Startschuß zur Verkabelung
Vor 130 Jahren wurde in Deutschland das erste Ortsgespräch geführt
von Klaus J. Groth

Mit dem Ding kann man im Internet surfen, Musik hören – und auch telefonieren. Es wird „iPhone“ genannt und gilt momentan als heißeste Nummer der Mobilfunkgeräte. Dabei kann es noch nicht einmal fotografieren, was doch von jedem Handy heute zu erwarten ist. Zur Einführung des iPhones wurde in Berlin ein mächtiger Medienwirbel entfacht, aber in Wahrheit war es eine Lachnummer, verglichen mit der Spannung beim ersten Telefongespräch, das in Berlin geführt wurde. Das ist nun genau 130 Jahre her.

Am 14. Februar 1876 hatte Alexander Graham Bell sein Patent für den ersten brauchbaren Fernsprechapparat in Amerika angemeldet, nur zwei Stunden vor seinem Konkurrenten Elisha Gray. Das Telefon hatte viele Väter, die um die Vaterschaft stritten. Bell mußte über 600 Patentprozesse führen, ehe seine Rechte anerkannt wurden.

Zwei seiner Telefonapparate hatte Bell im Reisegepäck, als er 1877 auf Hochzeitsreise England besuchte. Diese beiden Apparate verschaffte sich Generalpostmeister Heinrich von Stephan.

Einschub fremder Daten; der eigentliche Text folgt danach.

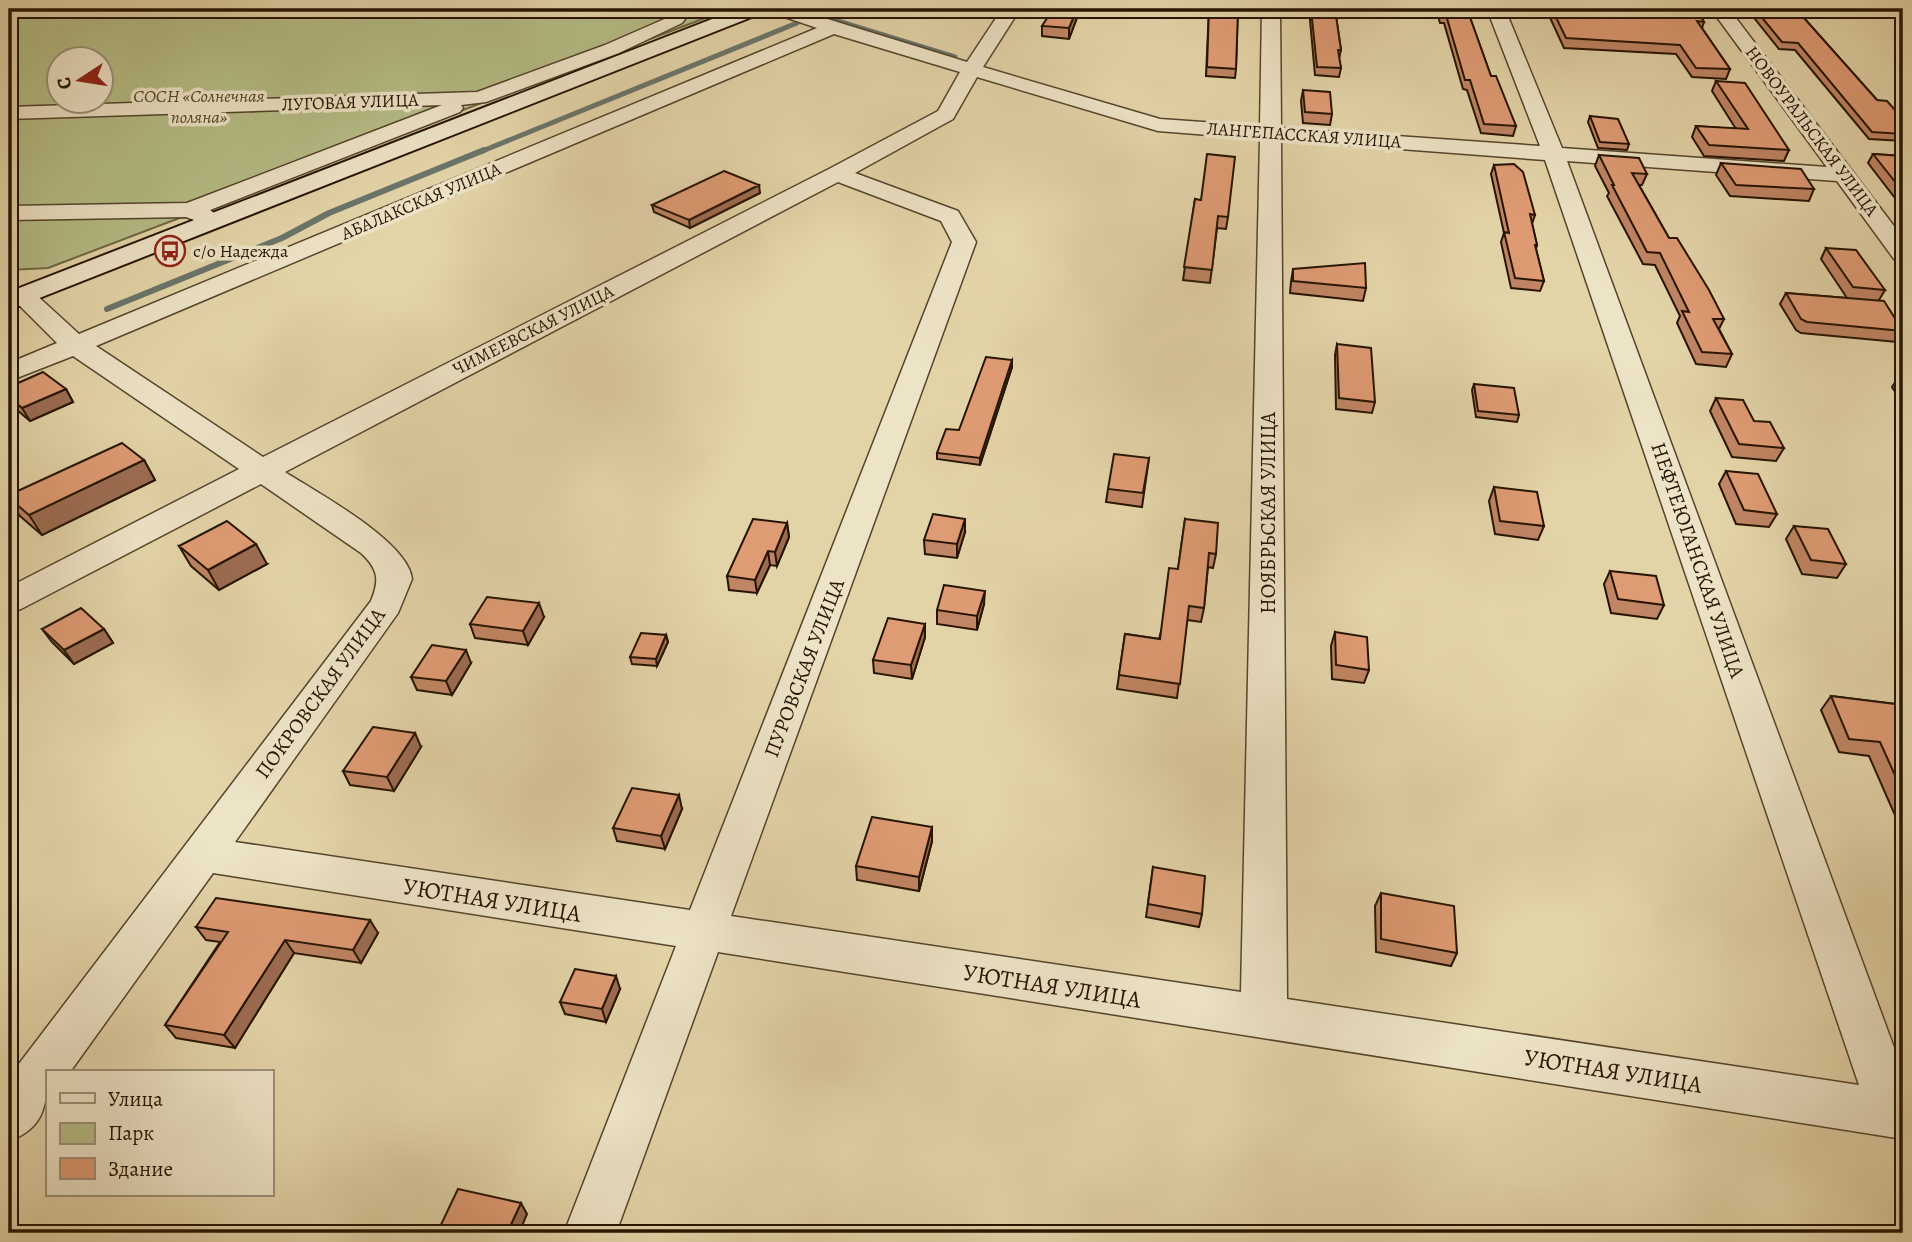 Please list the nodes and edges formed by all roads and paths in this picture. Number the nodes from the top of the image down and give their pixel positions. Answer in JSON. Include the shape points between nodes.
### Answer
{"nodes":[{"id":1,"x":755,"y":9,"type":"edge"},
{"id":2,"x":779,"y":9,"type":"edge"},
{"id":3,"x":1011,"y":9,"type":"edge"},
{"id":4,"x":1271,"y":9,"type":"edge"},
{"id":5,"x":1496,"y":9,"type":"edge"},
{"id":6,"x":1720,"y":9,"type":"edge"},
{"id":7,"x":676,"y":19,"type":"dead end"},
{"id":8,"x":833,"y":28,"type":"junction"},
{"id":9,"x":972,"y":68,"type":"junction"},
{"id":10,"x":479,"y":98,"type":"junction"},
{"id":11,"x":9,"y":113,"type":"edge"},
{"id":12,"x":1270,"y":133,"type":"junction"},
{"id":13,"x":1554,"y":154,"type":"junction"},
{"id":14,"x":837,"y":174,"type":"junction"},
{"id":15,"x":1846,"y":175,"type":"junction"},
{"id":16,"x":190,"y":210,"type":"junction"},
{"id":17,"x":9,"y":213,"type":"edge"},
{"id":18,"x":215,"y":221,"type":"junction"},
{"id":19,"x":1903,"y":254,"type":"edge"},
{"id":20,"x":16,"y":299,"type":"edge"},
{"id":21,"x":75,"y":345,"type":"junction"},
{"id":22,"x":9,"y":373,"type":"edge"},
{"id":23,"x":263,"y":470,"type":"junction"},
{"id":24,"x":9,"y":601,"type":"edge"},
{"id":25,"x":202,"y":854,"type":"junction"},
{"id":26,"x":704,"y":933,"type":"junction"},
{"id":27,"x":1264,"y":1018,"type":"junction"},
{"id":28,"x":1899,"y":1115,"type":"edge"},
{"id":29,"x":9,"y":1117,"type":"edge"},
{"id":30,"x":590,"y":1233,"type":"edge"}],
"edges":[{"from":1,"to":18,"type":"street"},
{"from":2,"to":8,"type":"street","name":"ЛАНГЕПАССКАЯ УЛИЦА"},
{"from":3,"to":9,"type":"street","name":"ЧИМЕЕВСКАЯ УЛИЦА"},
{"from":4,"to":12,"type":"street","name":"НОЯБРЬСКАЯ УЛИЦА"},
{"from":5,"to":13,"type":"street","name":"НЕФТЕЮГАНСКАЯ УЛИЦА"},
{"from":6,"to":15,"type":"street","name":"НОВОУРАЛЬСКАЯ УЛИЦА"},
{"from":7,"to":10,"type":"street","name":"ЛУГОВАЯ УЛИЦА","via":[[612,49]]},
{"from":8,"to":9,"type":"street","name":"ЛАНГЕПАССКАЯ УЛИЦА"},
{"from":8,"to":21,"type":"street","name":"АБАЛАКСКАЯ УЛИЦА"},
{"from":9,"to":12,"type":"street","name":"ЛАНГЕПАССКАЯ УЛИЦА","via":[[1158,124]]},
{"from":9,"to":14,"type":"street","name":"ЧИМЕЕВСКАЯ УЛИЦА","via":[[946,115]]},
{"from":10,"to":11,"type":"street","name":"ЛУГОВАЯ УЛИЦА"},
{"from":10,"to":16,"type":"street"},
{"from":12,"to":13,"type":"street","name":"ЛАНГЕПАССКАЯ УЛИЦА"},
{"from":12,"to":27,"type":"street","name":"НОЯБРЬСКАЯ УЛИЦА"},
{"from":13,"to":15,"type":"street","name":"ЛАНГЕПАССКАЯ УЛИЦА"},
{"from":13,"to":28,"type":"street","name":"НЕФТЕЮГАНСКАЯ УЛИЦА"},
{"from":14,"to":23,"type":"street","name":"ЧИМЕЕВСКАЯ УЛИЦА"},
{"from":14,"to":26,"type":"street","name":"ПУРОВСКАЯ УЛИЦА","via":[[950,216],[964,243]]},
{"from":15,"to":19,"type":"street","name":"НОВОУРАЛЬСКАЯ УЛИЦА"},
{"from":16,"to":17,"type":"street"},
{"from":16,"to":18,"type":"street"},
{"from":18,"to":20,"type":"street"},
{"from":20,"to":21,"type":"street","name":"ПОКРОВСКАЯ УЛИЦА"},
{"from":21,"to":22,"type":"street","name":"АБАЛАКСКАЯ УЛИЦА"},
{"from":21,"to":23,"type":"street","name":"ПОКРОВСКАЯ УЛИЦА"},
{"from":23,"to":24,"type":"street","name":"ЧИМЕЕВСКАЯ УЛИЦА"},
{"from":23,"to":25,"type":"street","name":"ПОКРОВСКАЯ УЛИЦА","via":[[373,544],[393,567],[396,583],[386,605]]},
{"from":25,"to":26,"type":"street","name":"УЮТНАЯ УЛИЦА"},
{"from":25,"to":29,"type":"street","name":"ПОКРОВСКАЯ УЛИЦА"},
{"from":26,"to":27,"type":"street","name":"УЮТНАЯ УЛИЦА"},
{"from":26,"to":30,"type":"street","name":"ПУРОВСКАЯ УЛИЦА"},
{"from":27,"to":28,"type":"street","name":"УЮТНАЯ УЛИЦА"}]}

Er ließ in Berlin eine Leitung zum Generaltelegrafenamt in der Französischen Straße verlegen. Über diese Leitung wurde am 26. Oktober 1877 das erste Ortsgespräch geführt. Seither gilt dieser Tag als der Geburtstag der Telefonie in Deutschland.

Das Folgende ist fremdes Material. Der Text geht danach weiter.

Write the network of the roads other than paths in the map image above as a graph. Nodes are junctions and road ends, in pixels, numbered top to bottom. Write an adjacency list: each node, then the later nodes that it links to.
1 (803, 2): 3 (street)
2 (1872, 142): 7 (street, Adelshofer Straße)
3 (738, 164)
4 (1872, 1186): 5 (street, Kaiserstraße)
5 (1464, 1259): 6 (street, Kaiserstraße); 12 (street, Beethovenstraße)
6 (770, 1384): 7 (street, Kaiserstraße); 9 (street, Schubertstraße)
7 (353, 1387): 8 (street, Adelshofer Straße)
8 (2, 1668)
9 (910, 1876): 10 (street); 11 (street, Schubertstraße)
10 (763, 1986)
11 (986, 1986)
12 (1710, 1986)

Nur für den Dienstgebrauch – so läßt sich der erste Einsatz der Telefone überschreiben. Es gab wenige Apparate, und die Übermittlung konnte keineswegs als sicher gelten. Dennoch wurden bereits im November des selben Jahres die ersten Telefone installiert. Sie verbanden das Postamt Friedrichsberg mit der Reichstelegrafenanstalt Rummelsburg, das ersparte die Boten. Bis zum Ende des Jahres wurden 18 weitere Postämter ausgestattet.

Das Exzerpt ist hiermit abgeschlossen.